Naturally this raises the question: What is a copy of an object? The copy notion calls for a precise answer to the question: What belongs to the object? Fortunately, concerning the attributes (or member objects) of an object, Lava provides a clear distinction between constituents and acquaintances. The former (and also constituents of constituents, etc.) belong to the object, while acquaintances (also of nested constituents) just point to independent objects.

Without such a distinction you can provide only a more or less undifferentiated and arbitrary semantics of "old <expression>" which won't reflect the application needs in many cases.

F) Visibility of class attributes to clients of methods doesn't require special rules in Lava

The ISE Eiffel Tutorial states on page 41:

"A requirement on meaningful contracts is that they should be in good faith: satisfiable by an honest partner. This implies a consistency rule: if a routine is exported to a client (either generally or selectively), any feature appearing in its precondition must also be available to that client. Otherwise - for example if the precondition included require n> 0, where n is a secret attribute-the supplier would be making demands that a good-faith client cannot possibly check for."
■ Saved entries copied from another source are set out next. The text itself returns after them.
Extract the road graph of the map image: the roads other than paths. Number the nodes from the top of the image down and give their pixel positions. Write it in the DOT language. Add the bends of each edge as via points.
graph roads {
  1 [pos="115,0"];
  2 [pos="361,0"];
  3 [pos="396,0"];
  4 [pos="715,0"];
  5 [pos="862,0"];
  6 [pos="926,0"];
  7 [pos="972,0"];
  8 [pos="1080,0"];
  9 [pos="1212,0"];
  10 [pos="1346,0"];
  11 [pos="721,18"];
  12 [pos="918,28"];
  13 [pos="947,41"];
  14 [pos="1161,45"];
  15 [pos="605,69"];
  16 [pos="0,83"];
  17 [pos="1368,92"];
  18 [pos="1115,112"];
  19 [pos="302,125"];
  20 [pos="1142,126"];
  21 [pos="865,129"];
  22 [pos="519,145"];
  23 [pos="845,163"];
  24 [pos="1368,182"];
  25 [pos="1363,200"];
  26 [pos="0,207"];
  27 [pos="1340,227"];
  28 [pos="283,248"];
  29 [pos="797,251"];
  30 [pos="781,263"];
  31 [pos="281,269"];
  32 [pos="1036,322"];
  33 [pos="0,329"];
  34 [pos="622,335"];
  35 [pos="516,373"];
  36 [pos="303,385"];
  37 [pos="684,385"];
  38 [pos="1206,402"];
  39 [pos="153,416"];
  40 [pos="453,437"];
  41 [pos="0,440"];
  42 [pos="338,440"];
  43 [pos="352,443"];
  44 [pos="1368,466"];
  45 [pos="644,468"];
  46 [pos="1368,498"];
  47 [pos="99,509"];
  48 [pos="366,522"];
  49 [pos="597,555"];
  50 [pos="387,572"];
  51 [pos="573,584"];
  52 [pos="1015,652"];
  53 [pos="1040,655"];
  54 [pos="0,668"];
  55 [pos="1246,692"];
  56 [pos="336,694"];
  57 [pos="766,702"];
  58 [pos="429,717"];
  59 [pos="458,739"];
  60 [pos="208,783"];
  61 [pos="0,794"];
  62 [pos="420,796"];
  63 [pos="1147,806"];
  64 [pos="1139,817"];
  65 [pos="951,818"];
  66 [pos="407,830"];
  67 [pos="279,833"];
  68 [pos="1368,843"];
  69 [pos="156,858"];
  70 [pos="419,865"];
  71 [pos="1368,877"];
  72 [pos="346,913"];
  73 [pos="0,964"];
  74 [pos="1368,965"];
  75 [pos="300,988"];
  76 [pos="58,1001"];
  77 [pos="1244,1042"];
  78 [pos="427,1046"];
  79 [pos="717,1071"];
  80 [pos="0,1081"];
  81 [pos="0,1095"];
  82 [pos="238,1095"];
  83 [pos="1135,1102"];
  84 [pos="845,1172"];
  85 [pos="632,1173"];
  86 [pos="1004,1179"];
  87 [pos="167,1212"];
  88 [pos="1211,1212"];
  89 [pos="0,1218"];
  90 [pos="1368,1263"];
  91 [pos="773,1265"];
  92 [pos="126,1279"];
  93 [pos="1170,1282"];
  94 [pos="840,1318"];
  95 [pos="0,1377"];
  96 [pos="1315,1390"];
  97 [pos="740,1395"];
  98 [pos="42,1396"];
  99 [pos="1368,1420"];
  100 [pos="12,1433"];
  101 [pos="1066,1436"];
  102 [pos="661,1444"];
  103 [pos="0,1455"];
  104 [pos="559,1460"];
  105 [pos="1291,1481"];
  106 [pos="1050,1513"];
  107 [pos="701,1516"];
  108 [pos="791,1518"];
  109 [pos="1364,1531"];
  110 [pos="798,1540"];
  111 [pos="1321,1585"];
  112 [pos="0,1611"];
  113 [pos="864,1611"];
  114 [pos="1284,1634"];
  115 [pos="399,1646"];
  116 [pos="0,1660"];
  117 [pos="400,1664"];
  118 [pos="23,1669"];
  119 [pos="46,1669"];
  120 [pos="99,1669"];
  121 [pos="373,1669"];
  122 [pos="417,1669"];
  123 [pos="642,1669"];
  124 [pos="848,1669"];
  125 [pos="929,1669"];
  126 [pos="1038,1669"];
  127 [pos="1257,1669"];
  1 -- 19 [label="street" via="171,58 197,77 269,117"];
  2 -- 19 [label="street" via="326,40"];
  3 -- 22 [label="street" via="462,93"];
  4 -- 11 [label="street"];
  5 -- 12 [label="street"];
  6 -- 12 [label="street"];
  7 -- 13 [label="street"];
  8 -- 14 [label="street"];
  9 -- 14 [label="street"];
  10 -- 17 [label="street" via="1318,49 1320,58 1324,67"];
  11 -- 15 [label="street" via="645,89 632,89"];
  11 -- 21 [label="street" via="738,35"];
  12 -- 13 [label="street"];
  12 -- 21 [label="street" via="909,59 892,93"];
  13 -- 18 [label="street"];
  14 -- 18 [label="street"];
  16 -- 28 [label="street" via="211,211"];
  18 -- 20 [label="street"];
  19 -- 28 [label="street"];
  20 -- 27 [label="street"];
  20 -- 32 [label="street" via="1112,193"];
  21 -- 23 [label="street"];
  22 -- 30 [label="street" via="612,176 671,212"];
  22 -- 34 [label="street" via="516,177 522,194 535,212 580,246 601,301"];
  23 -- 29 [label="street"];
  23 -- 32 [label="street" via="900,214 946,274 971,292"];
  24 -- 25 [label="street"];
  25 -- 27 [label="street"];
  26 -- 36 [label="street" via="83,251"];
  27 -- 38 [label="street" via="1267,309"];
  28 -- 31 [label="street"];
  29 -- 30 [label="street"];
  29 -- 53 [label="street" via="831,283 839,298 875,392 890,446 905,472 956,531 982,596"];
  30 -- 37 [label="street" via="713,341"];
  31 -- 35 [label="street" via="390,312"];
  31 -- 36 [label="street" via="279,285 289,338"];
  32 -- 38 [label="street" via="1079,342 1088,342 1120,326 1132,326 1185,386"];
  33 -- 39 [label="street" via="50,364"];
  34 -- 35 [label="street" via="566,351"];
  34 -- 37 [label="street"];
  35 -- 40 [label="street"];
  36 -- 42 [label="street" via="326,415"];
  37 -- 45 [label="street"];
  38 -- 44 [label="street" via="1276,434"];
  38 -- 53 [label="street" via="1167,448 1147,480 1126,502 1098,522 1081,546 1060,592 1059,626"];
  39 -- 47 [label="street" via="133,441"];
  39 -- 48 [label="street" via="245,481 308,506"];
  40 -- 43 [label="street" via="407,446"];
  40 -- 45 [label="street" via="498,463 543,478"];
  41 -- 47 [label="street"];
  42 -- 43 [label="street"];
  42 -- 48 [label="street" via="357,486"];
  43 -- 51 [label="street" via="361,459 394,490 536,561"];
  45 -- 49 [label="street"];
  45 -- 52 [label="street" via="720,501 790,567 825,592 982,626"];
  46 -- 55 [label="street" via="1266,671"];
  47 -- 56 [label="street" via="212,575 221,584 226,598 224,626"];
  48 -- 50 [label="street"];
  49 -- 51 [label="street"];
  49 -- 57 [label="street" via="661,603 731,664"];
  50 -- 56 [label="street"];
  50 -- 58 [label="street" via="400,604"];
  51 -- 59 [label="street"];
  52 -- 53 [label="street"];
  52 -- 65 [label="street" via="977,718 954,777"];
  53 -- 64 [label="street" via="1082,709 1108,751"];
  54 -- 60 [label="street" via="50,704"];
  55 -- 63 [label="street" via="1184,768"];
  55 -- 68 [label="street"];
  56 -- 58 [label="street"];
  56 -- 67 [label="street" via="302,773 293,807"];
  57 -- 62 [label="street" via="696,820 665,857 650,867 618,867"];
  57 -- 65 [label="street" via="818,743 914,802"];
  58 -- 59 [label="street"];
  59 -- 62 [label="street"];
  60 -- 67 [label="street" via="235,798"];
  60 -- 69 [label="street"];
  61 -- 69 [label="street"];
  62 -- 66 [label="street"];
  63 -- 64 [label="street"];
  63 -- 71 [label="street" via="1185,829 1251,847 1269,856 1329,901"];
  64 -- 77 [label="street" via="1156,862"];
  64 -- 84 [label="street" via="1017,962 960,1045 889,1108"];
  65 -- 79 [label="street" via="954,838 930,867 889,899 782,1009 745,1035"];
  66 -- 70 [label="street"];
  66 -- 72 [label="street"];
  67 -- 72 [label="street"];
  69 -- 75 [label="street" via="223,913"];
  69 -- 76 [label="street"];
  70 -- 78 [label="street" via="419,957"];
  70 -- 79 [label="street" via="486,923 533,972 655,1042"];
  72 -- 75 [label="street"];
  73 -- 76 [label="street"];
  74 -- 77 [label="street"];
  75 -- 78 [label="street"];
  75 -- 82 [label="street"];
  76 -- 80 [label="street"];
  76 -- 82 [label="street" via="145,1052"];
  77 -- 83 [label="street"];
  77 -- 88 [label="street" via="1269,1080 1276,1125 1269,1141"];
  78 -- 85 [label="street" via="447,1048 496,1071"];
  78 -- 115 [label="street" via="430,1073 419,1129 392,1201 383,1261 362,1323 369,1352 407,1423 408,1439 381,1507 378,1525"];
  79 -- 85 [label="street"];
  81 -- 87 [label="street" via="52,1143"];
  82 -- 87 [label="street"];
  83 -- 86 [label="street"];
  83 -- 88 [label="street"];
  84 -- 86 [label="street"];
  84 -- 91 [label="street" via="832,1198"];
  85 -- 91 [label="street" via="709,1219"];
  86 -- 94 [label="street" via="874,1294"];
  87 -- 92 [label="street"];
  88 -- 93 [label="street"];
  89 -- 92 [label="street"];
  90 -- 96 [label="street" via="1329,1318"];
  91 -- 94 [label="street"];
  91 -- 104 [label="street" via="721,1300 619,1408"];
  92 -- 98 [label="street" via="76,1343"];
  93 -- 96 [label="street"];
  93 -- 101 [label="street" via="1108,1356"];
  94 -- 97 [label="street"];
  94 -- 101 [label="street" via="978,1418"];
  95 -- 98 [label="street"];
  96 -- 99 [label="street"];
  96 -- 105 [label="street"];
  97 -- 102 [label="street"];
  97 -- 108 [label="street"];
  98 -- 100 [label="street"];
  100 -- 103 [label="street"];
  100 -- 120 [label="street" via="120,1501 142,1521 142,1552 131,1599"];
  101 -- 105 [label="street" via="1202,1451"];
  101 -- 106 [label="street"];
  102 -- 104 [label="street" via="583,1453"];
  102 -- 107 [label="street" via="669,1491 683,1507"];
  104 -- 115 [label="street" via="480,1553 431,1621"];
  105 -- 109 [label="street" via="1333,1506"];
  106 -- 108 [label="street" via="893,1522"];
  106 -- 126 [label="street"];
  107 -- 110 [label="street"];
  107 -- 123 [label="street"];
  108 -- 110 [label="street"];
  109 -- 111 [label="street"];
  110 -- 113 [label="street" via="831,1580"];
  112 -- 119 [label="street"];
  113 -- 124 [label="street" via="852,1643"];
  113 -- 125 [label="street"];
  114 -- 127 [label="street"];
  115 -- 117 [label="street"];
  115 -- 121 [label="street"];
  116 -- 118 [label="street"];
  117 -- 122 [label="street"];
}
In Lava we don't need such special rules since attached assertions in class interfaces can only reference class features that are declared in that class interface. ("Private" features, declared in class implementations, can be referenced only from within that implementation and are invisible to the "outside world", including to the assertions in the corresponding interface.)

See also

Embedded assertions


[1] R.B. Findler, M. Felleisen: Contract Soundness for Object-Oriented Languages, OOPSLA 2001.

[2] R.B. Findler, M. Latendresse, M. Felleisen: Behavioral Contracts and Behavioral Subtyping, FSE 2001.